Too often people mistake Guyana for Ghana when in fact these two countries are continents apart and differ in language, culture and people. Here is a brief on this South American nearshore gem.
Guyana, officially the Co-operative Republic of Guyana, is a sovereign state on the northern mainland of South America. It’s the only South American nation whose official language is English, and is geographically bordered by the Atlantic Ocean to the north, Brazil to the south, Suriname to the east and Venezuela to the west.
Guyana, however, is considered part of the Caribbean region because of it’s strong cultural, historical, and political ties with other Anglo Caribbean countries and the Caribbean Community (CARICOM) of which it is a member. CARICOM even has its secretariat’s headquarters in Guyana’s capital, Georgetown. Other Caribbean countries that are near Guyana are Trinidad and Tobago, Grenada, Barbados and St. Lucia.
The name “Guyana” is derived from Guiana, the original name for the region that formerly included Guyana (British Guiana), Suriname (Dutch Guiana) and French Guiana. However, the name ‘Guyana’ comes from an Amerindian word meaning “land of many waters”. The local climate is tropical and mostly hot and humid, though moderated by northeast trade winds along the coast. There are two rainy seasons, the first from May to mid-August, and the second from mid-November to mid-January. It has an area of 214,969 sq km (83,000 sq mi), slightly smaller than the U.S. state of Idaho with an estimated population of 773,303 (2016).

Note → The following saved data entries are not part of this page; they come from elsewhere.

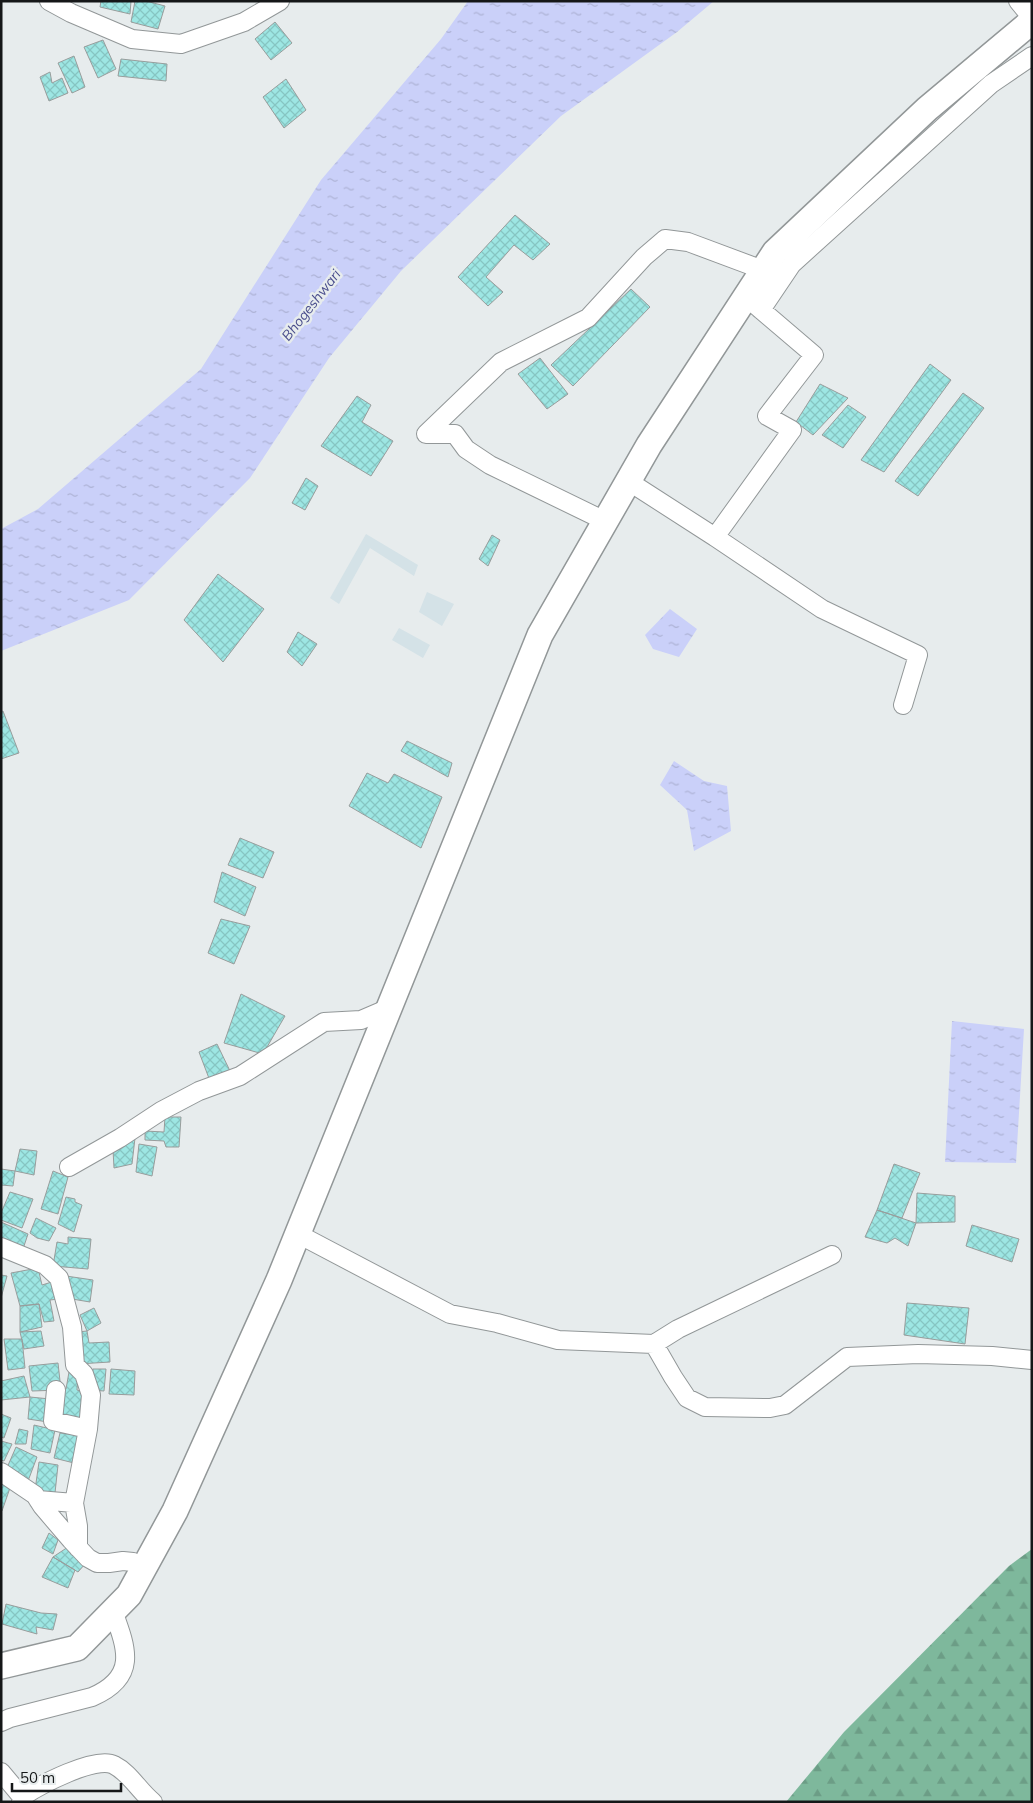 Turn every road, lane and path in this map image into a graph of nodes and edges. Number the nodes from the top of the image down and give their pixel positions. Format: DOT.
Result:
graph roads {
  1 [pos="49,1"];
  2 [pos="280,1"];
  3 [pos="1018,1"];
  4 [pos="1032,20"];
  5 [pos="1032,56"];
  6 [pos="763,270"];
  7 [pos="753,304"];
  8 [pos="628,481"];
  9 [pos="605,522"];
  10 [pos="715,537"];
  11 [pos="903,705"];
  12 [pos="389,1008"];
  13 [pos="69,1167"];
  14 [pos="298,1234"];
  15 [pos="1,1247"];
  16 [pos="832,1256"];
  17 [pos="654,1344"];
  18 [pos="1032,1360"];
  19 [pos="56,1390"];
  20 [pos="88,1429"];
  21 [pos="1,1472"];
  22 [pos="38,1500"];
  23 [pos="74,1503"];
  24 [pos="78,1548"];
  25 [pos="144,1568"];
  26 [pos="113,1611"];
  27 [pos="4,1661"];
  28 [pos="1,1722"];
  29 [pos="1,1772"];
  30 [pos="22,1799"];
  31 [pos="153,1802"];
  1 -- 2 [label="street"];
  3 -- 4 [label="street"];
  4 -- 6 [label="highway"];
  5 -- 7 [label="street"];
  6 -- 7 [label="highway"];
  6 -- 9 [label="street"];
  7 -- 8 [label="highway"];
  7 -- 10 [label="street"];
  8 -- 9 [label="highway"];
  8 -- 10 [label="street"];
  9 -- 12 [label="highway"];
  10 -- 11 [label="street"];
  12 -- 13 [label="street"];
  12 -- 14 [label="highway"];
  14 -- 17 [label="street"];
  14 -- 25 [label="highway"];
  15 -- 20 [label="street"];
  16 -- 17 [label="street"];
  17 -- 18 [label="street"];
  19 -- 20 [label="street"];
  20 -- 23 [label="street"];
  21 -- 22 [label="street"];
  22 -- 23 [label="street"];
  22 -- 24 [label="street"];
  23 -- 24 [label="street"];
  24 -- 25 [label="street"];
  25 -- 26 [label="highway"];
  26 -- 27 [label="highway"];
  26 -- 28 [label="street"];
  29 -- 30 [label="street"];
  30 -- 31 [label="street"];
} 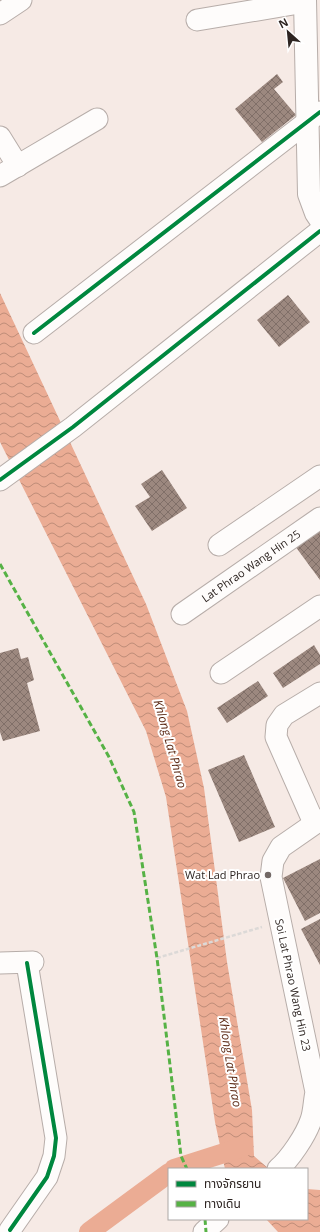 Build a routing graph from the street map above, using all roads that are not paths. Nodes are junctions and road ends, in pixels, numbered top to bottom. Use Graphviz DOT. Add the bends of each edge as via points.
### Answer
graph roads {
  1 [pos="21,0"];
  2 [pos="305,1"];
  3 [pos="0,14"];
  4 [pos="198,20"];
  5 [pos="313,117"];
  6 [pos="97,118"];
  7 [pos="0,137"];
  8 [pos="18,166"];
  9 [pos="0,176"];
  10 [pos="320,219"];
  11 [pos="320,231"];
  12 [pos="34,332"];
  13 [pos="320,476"];
  14 [pos="0,480"];
  15 [pos="320,518"];
  16 [pos="219,545"];
  17 [pos="320,606"];
  18 [pos="182,614"];
  19 [pos="221,673"];
  20 [pos="320,693"];
  21 [pos="317,821"];
  22 [pos="0,963"];
  23 [pos="313,1049"];
  24 [pos="318,1094"];
  25 [pos="281,1167"];
  26 [pos="217,1220"];
  27 [pos="10,1230"];
  28 [pos="204,1232"];
  1 -- 3 [label="street"];
  2 -- 4 [label="street"];
  2 -- 5 [label="main road"];
  5 -- 10 [label="main road" via="309,194"];
  5 -- 12 [label="street"];
  6 -- 8 [label="street"];
  7 -- 8 [label="street"];
  8 -- 9 [label="street"];
  11 -- 14 [label="street" via="73,428"];
  13 -- 16 [label="street"];
  15 -- 18 [label="street, Lat Phrao Wang Hin 25"];
  17 -- 19 [label="street"];
  20 -- 21 [label="street" via="284,715 277,725 276,737"];
  21 -- 23 [label="street, Soi Lat Phrao Wang Hin 23" via="281,847 273,862 271,876"];
  22 -- 27 [label="street" via="30,962 56,1138 54,1156 47,1177"];
  23 -- 24 [label="street, Soi Lat Phrao Wang Hin 23"];
  24 -- 25 [label="street, Soi Lat Phrao Wang Hin 23" via="312,1120"];
  26 -- 28 [label="street"];
}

Guyana has one of the largest untouched rainforests in South America, some parts of which are almost inaccessible by humans. In 2008, the BBC broadcast a three-part programme called Lost Land of the Jaguar which highlighted the huge diversity of wildlife, including undiscovered species and rare species such as the giant otter and harpy eagle.
Guyana gained independence from the United Kingdom on 26 May 1966 and became a republic on 23 February 1970, remaining a member of the Commonwealth.